Comme la bureaucratie a une capacité de survie fort grande et comme il faut occuper ce personnel, les Agences ont décidé de continuer à exercer une certaine tutelle sur les CSSS en consacrant des énergies à définir ce que devraient être les projets cliniques.

Les CSSS bénéficient donc de tous les désavantages de la décentralisation (gérer sur le terrain le manque de ressources) sans en avoir les avantages (exercer le pouvoir local de décision). Quant aux Agences régionales, non seulement n'ont-elles pas été abolies, mais leur budget a augmenté entre 2005-2006 et 2006-2007, passant de 87 917 000 $ à 90 351 000 $ (par contre, ce budget avait légèrement baissé les années précédentes).

Les groupes communautaires souhaitent, avec raison, que le budget du SOC (soutien aux organismes communautaires) demeure régional car cela donne aux groupes une meilleure garantie de conserver ce budget dédié à leur mission de base.

Mais les Agences ont besoin de peu de personnel pour gérer ce dossier. Les autres employés (autres que ceux des Directions de la santé publique) sont donc affectés, pour plusieurs, à définir les fameux projets cliniques, ce qui devrait être la tâche des CSSS... avec les ressources transférées des Agences.

Même si le législateur a donné quelques mandats supplémentaires aux Agences régionales entre-temps (gestion des ressources informationnelles, contrôle de la qualité des services, etc.), cela ne justifie pas que leurs budgets aient le vent dans les voiles, au détriment des CSSS.

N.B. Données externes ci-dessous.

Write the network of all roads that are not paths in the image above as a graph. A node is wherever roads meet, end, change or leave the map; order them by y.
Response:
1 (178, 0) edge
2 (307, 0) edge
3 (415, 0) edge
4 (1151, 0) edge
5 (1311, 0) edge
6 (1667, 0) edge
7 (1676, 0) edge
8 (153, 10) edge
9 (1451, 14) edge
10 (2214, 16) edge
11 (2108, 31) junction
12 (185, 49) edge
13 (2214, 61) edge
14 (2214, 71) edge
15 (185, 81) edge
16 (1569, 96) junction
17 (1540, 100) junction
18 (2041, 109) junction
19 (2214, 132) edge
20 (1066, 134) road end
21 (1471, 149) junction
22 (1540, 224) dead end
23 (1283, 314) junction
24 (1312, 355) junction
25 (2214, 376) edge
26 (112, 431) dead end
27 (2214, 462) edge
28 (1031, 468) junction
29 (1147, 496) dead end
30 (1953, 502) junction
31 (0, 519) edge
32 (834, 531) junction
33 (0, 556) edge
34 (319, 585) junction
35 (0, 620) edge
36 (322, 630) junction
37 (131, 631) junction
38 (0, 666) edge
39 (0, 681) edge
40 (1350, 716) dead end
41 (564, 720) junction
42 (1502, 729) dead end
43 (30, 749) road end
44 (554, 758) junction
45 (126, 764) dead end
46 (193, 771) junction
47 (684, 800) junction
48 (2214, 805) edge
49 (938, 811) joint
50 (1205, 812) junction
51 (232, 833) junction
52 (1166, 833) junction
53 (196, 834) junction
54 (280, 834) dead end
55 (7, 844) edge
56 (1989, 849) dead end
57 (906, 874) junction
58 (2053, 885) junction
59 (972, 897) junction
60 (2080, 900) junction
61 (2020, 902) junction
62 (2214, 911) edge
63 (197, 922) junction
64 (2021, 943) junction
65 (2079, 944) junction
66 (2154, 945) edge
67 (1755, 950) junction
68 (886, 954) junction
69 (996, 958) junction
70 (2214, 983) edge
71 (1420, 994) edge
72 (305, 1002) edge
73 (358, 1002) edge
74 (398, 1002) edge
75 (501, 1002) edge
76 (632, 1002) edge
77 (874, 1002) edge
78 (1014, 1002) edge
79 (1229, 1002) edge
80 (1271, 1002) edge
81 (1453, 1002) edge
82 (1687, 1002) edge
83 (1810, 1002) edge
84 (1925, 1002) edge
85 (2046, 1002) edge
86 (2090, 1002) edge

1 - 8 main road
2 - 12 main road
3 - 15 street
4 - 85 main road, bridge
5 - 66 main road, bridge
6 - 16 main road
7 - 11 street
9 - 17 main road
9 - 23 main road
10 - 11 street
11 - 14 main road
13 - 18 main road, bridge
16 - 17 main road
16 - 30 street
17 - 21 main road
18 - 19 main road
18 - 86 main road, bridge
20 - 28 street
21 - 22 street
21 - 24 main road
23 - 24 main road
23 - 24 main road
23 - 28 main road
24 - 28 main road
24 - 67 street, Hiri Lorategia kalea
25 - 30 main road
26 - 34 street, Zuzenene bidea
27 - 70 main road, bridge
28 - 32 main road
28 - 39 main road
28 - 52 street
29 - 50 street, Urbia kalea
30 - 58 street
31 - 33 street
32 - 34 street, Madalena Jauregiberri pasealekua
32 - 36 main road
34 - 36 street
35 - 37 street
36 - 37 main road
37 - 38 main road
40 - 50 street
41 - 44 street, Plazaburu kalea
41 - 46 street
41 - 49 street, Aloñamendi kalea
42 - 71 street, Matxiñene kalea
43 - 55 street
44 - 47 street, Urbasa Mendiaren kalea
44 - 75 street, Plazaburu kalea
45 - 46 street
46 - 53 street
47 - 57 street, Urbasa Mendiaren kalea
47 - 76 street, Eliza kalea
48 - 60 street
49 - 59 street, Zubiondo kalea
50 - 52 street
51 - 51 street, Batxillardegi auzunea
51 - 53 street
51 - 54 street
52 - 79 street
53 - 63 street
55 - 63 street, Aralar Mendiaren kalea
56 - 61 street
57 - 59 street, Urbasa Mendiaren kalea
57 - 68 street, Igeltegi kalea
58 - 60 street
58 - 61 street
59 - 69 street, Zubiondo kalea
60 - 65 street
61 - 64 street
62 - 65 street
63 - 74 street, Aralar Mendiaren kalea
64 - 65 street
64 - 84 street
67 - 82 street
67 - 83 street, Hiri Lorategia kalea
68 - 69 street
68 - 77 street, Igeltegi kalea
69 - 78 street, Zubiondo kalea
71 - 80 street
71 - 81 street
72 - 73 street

Pendant que les cadres des CSSS s'essoufflent à réorganiser leurs structures internes, la bureaucratie régionale ronronne et continue à prendre les décisions et à encadrer les « projets cliniques », tout en étant moins imputable qu'auparavant des résultats. C’est là une autre des incohérences dans la « réingénierie » en cours du réseau de la santé et des services sociaux.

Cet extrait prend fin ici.